Fig. 1. Top Level System

Figure 1 shows a high-level diagram of a system using OCDIMM. The key difference between this and FBDIMM is that the northbound and southbound buses are replaced



Fig. 2. OMC Block Diagram

by optical fibers. To support this the AMB on each DIMM is replaced with an Optical Memory Controller (OMC), which handles all communication between the DRAM and the bus. The details of the OMC are shown in Figure 2. We assume electrical to optical (E/O) converters on the integrated memory controller, which convert the electrical signals to optical signals that are transported over the optical waveguides and converted back to the electrical domain at the OMC. We also assume that each waveguide can transport multiple wavelengths (up to a maximum of 64), although we will show in the results section that it is not necessary to have 64 wavelengths to reap the benefits of an optical interconnect. In essence we have created a single-hop (broadcast) bus instead of a multi-hop store and forward network, which significantly decreases the latency.

#### B. Memory transactions in OCDIMM

Read and write data is organized using a packetized frame relay protocol which is realized using multiple transmissions on the optical bus (the number of transmissions can be reduced if there are more wavelengths available). Writing data to the DRAM is simple - depending on the DRAM mode, a RAS command followed by some number of CAS commands are sent to the target DIMM, interspersed with the data on the write channel. Once the commands and data are converted to the electrical domain via the E/O/E interface in the target domain, the operation is exactly the same as with a standard DDR2/DDR3 device and FBDIMM. No modification is necessary to the existing DRAM devices.

Reading data from a given DIMM is slightly more complicated, because the read subchannel is shared. Once a DIMM is ready to send data, it has to acquire the read subchannel since it might be in use by another DIMM. In general, this requires an arbiter, but to keep the design simple we initially assume that the memory controller statically schedules the read transactions such that there are no bus conflicts.

OCDIMM uses the same frame length for the northbound and southbound buses as that used by FBDIMM. Because we are now working with a 10 Gbps optical data rate, this will increase the OCDIMM controller clock to DRAM clock ratio to 15:1 (up from the 6:1 ratio in FBDIMM). This increased ratio allows the transfer of 32 bytes per frame on the northbound lane while also transferring six commands or one command and 16 bytes of data per write on the southbound lane.

#### III. EXPERIMENTAL METHODOLOGY

We modified the DRAM simulator (DRAMsim) from the University of Maryland [10] to model the OCDIMM. We used the DDR2-667 and DDR3-1333 to model latencies within the DIMM based on datasheets from Micron. All DIMMS are symmetrical and have eight banks with an eight byte channel width.

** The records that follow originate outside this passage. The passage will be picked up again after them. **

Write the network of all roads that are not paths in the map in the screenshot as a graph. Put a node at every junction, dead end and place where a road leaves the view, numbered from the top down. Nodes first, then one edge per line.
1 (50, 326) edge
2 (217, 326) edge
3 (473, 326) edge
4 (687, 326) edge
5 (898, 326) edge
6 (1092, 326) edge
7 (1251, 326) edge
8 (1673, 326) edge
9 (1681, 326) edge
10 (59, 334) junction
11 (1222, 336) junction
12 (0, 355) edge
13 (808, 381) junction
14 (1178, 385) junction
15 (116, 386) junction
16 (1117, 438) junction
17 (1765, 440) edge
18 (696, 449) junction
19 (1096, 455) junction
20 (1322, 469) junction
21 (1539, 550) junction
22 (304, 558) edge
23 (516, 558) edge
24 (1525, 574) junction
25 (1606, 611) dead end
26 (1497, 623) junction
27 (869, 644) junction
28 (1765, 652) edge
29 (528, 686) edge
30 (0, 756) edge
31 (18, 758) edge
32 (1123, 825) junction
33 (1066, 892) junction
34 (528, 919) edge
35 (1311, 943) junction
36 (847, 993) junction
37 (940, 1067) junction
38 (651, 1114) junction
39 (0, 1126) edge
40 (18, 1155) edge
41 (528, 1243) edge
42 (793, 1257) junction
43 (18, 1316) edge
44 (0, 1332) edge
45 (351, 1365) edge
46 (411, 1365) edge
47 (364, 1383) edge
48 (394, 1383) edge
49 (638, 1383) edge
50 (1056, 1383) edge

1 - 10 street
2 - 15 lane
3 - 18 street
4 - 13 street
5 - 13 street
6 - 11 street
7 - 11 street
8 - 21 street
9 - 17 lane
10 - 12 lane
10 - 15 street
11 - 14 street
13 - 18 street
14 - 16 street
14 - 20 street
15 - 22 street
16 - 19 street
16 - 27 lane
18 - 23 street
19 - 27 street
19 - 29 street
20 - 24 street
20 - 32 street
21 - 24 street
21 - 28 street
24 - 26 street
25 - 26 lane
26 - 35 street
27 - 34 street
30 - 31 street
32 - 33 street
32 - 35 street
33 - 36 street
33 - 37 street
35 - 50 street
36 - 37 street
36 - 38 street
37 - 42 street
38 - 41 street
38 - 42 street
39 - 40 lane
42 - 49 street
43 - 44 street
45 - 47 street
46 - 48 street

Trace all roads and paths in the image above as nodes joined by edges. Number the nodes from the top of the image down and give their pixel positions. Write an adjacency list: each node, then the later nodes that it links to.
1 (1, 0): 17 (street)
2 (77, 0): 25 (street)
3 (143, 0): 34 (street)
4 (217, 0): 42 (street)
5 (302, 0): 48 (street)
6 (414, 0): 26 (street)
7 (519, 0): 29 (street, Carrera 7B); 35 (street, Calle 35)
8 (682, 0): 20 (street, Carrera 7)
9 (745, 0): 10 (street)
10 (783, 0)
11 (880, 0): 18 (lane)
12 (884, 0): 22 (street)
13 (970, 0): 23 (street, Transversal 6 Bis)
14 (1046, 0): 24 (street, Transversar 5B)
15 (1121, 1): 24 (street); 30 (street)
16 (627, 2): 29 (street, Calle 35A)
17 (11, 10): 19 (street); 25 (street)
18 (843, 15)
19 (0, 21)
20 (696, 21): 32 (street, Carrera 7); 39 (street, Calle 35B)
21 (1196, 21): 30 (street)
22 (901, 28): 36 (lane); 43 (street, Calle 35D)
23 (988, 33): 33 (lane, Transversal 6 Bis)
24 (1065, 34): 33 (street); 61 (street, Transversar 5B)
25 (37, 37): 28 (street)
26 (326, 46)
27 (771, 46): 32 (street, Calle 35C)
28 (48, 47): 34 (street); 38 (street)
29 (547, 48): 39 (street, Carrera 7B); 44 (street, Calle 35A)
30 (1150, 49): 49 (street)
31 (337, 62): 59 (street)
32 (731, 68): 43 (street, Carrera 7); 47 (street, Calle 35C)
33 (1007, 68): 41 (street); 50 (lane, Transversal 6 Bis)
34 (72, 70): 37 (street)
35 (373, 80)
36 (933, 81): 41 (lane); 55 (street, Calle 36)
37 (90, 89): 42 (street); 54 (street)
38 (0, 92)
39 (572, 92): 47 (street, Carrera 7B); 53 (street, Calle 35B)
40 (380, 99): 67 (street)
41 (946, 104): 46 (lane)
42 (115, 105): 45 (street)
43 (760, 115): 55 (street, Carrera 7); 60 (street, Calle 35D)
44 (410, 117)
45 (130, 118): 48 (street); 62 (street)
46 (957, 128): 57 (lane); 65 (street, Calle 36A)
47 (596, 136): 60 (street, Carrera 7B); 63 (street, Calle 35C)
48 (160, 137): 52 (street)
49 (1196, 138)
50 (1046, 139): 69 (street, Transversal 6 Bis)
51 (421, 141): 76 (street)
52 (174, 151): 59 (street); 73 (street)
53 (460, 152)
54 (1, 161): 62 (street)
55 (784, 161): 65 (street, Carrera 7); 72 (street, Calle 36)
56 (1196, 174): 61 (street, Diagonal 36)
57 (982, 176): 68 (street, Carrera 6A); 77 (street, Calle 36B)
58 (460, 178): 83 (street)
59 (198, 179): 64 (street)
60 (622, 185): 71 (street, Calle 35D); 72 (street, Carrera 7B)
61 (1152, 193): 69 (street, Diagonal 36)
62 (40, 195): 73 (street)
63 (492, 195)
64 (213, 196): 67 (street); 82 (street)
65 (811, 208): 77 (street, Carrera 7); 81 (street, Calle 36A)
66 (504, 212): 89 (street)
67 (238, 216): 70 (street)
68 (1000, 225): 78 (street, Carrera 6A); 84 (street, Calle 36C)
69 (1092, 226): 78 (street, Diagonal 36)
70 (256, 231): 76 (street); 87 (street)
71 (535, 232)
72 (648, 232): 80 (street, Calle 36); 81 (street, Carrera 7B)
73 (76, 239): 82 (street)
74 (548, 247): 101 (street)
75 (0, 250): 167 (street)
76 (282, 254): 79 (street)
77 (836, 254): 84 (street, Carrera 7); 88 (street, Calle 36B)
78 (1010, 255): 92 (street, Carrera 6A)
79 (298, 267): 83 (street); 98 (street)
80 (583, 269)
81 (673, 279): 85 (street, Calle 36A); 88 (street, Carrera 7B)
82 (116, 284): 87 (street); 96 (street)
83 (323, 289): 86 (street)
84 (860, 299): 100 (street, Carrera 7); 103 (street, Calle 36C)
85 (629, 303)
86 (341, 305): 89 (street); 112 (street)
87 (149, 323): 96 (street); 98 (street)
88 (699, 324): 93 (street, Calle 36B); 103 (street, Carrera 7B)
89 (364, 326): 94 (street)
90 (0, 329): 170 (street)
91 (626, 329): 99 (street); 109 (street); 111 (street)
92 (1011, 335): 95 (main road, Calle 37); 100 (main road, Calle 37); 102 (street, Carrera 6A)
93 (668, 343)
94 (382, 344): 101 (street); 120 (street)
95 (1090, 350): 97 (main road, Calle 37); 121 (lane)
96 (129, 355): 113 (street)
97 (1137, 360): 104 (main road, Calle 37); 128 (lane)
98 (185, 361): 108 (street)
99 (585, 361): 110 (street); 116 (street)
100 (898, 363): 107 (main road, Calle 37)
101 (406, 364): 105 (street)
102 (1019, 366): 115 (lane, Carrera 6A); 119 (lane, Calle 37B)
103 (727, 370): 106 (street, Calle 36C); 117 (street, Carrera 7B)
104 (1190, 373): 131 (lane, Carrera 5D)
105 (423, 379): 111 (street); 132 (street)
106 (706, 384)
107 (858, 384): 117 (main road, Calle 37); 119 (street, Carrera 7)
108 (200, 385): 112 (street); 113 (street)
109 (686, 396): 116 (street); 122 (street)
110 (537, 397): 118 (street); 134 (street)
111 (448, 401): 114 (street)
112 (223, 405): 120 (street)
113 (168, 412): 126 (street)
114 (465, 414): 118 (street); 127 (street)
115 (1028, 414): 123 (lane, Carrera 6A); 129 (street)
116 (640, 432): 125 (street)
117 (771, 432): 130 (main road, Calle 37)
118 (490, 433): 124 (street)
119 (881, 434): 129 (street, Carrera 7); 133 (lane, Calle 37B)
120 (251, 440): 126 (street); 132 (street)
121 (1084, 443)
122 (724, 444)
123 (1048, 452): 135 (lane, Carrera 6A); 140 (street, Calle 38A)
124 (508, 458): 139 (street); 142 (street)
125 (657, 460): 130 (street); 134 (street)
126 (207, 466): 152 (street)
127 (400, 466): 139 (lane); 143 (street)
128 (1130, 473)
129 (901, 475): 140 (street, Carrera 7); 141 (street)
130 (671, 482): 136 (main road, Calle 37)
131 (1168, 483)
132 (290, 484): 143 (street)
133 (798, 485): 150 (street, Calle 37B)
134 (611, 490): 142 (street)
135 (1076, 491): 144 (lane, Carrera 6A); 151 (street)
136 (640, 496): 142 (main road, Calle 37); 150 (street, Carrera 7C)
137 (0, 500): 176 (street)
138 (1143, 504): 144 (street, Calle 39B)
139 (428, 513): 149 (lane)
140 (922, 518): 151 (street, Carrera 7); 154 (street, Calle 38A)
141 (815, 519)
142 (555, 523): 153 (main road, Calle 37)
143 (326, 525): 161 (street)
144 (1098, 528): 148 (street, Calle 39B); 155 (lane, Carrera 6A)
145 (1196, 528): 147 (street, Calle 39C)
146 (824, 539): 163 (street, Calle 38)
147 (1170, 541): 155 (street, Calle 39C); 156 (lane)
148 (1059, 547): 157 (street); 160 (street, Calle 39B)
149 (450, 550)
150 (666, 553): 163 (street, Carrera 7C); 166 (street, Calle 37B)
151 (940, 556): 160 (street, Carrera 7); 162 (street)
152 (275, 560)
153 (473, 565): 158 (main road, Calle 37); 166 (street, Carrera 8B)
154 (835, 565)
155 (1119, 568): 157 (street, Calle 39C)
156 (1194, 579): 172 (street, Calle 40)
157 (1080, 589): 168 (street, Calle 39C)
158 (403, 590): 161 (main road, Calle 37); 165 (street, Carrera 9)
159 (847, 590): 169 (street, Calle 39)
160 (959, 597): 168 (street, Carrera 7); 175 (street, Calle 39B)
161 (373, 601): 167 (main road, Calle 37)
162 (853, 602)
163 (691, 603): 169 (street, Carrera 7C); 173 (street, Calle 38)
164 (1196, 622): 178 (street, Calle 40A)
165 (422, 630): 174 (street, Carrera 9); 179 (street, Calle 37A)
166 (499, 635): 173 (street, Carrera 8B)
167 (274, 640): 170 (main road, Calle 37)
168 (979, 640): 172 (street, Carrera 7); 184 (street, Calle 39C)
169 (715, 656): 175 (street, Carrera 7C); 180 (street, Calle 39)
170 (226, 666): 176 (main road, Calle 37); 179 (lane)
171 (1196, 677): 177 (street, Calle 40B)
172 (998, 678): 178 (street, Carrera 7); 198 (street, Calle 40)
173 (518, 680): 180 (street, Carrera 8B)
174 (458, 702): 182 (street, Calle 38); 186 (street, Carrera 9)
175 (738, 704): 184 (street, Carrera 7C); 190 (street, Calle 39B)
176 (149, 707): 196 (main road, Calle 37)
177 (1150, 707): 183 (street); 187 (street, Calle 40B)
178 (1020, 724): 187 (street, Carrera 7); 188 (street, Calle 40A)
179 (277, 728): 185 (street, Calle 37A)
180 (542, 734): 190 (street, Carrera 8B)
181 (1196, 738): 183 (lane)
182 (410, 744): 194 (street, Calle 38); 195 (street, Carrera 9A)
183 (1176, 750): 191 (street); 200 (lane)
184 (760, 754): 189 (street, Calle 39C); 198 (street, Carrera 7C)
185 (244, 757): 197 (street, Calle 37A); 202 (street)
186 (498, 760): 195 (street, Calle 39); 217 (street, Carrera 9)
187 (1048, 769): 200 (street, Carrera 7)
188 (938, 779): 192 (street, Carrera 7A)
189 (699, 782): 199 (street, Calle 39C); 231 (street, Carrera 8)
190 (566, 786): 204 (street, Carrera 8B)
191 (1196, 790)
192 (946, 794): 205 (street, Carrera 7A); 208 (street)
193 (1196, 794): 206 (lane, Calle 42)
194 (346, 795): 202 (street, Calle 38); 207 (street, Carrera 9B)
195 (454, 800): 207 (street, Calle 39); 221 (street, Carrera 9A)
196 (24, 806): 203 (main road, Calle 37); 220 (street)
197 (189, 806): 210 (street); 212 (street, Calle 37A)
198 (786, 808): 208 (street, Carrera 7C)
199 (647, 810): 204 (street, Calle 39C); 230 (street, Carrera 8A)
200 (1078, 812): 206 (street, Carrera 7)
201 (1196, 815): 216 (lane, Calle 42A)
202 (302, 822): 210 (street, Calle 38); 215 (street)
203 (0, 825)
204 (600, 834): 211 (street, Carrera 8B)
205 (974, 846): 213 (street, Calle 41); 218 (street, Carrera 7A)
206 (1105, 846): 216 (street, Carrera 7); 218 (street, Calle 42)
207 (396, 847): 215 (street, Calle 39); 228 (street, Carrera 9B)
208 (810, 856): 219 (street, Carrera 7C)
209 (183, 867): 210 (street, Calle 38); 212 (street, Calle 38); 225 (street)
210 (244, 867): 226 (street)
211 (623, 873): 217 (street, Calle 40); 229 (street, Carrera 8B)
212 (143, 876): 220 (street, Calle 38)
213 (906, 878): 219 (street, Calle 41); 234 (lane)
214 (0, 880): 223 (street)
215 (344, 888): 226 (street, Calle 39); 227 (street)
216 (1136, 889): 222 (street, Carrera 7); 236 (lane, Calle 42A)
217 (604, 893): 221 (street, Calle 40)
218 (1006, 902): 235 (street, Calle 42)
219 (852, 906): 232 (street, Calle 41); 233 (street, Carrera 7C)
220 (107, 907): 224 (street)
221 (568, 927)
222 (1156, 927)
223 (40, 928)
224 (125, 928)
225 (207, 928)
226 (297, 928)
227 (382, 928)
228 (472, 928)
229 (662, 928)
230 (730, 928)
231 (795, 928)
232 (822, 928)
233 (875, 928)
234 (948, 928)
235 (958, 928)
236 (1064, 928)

We used ranks to represent DIMMS, as done in [9]. Each DIMM has only one rank, and to add a DIMM we add a rank in the simulator configuration.

The FBDIMM memory controller is set to run at 6x DDR2-667Mbps (i.e at 4002 MHz). Each AMB uses

up/down buffers for write/read requests, and the buffer count is set to the number of banks on a DIMM (eight). The flight time from the controller to the first DIMM is assumed to be zero, while the time from DIMM-to-DIMM is modeled as 1.5ns (this includes the minimum resample mode delay). Thus all latencies and bandwidths are measured at the point right before the first DIMM. For simulations of OCDIMM, the DIMM-to-DIMM flight time is set to 300ps, which includes the transmission delay for a distance of up to 2cm, O/E/O conversions, and skew adjustment. All optical buses operate at 10GHz.

OCDIMM is modeled in two different ways:

**Frame cycle = DRAM cycle :** The time required to send a frame is equal to one DRAM cycle. (For DDR2-667Mbps, frame cycle = DRAM cycle = 3ns). Depending upon the wavelengths ( $\lambda$ ) the amount of data that can be transferred in a frame varies. For example, when  $\lambda$  = 28 for northbound and 20 for southbound, the northbound DATA frame carries 32 bytes, while the southbound COMMAND frame carries six commands and the southbound COMMAND+DATA frame carries a single command and 16 bytes of data. Similarly, when  $\lambda$  = 16 for both northbound and southbound common common DATA frame carries 16 bytes, the southbound COMMAND frame carries three commands, and southbound COMMAND+DATA frame carries a single command and eight bytes of data.

**Frame cycle**  $\neq$  **DRAM cycle :** The frame time is varied according to  $\lambda$ . To model this correctly, when the frame cycle is less than the DRAM cycle extra delays are added in the AMB to ensure that it issues commands on the correct DRAM clock cycle.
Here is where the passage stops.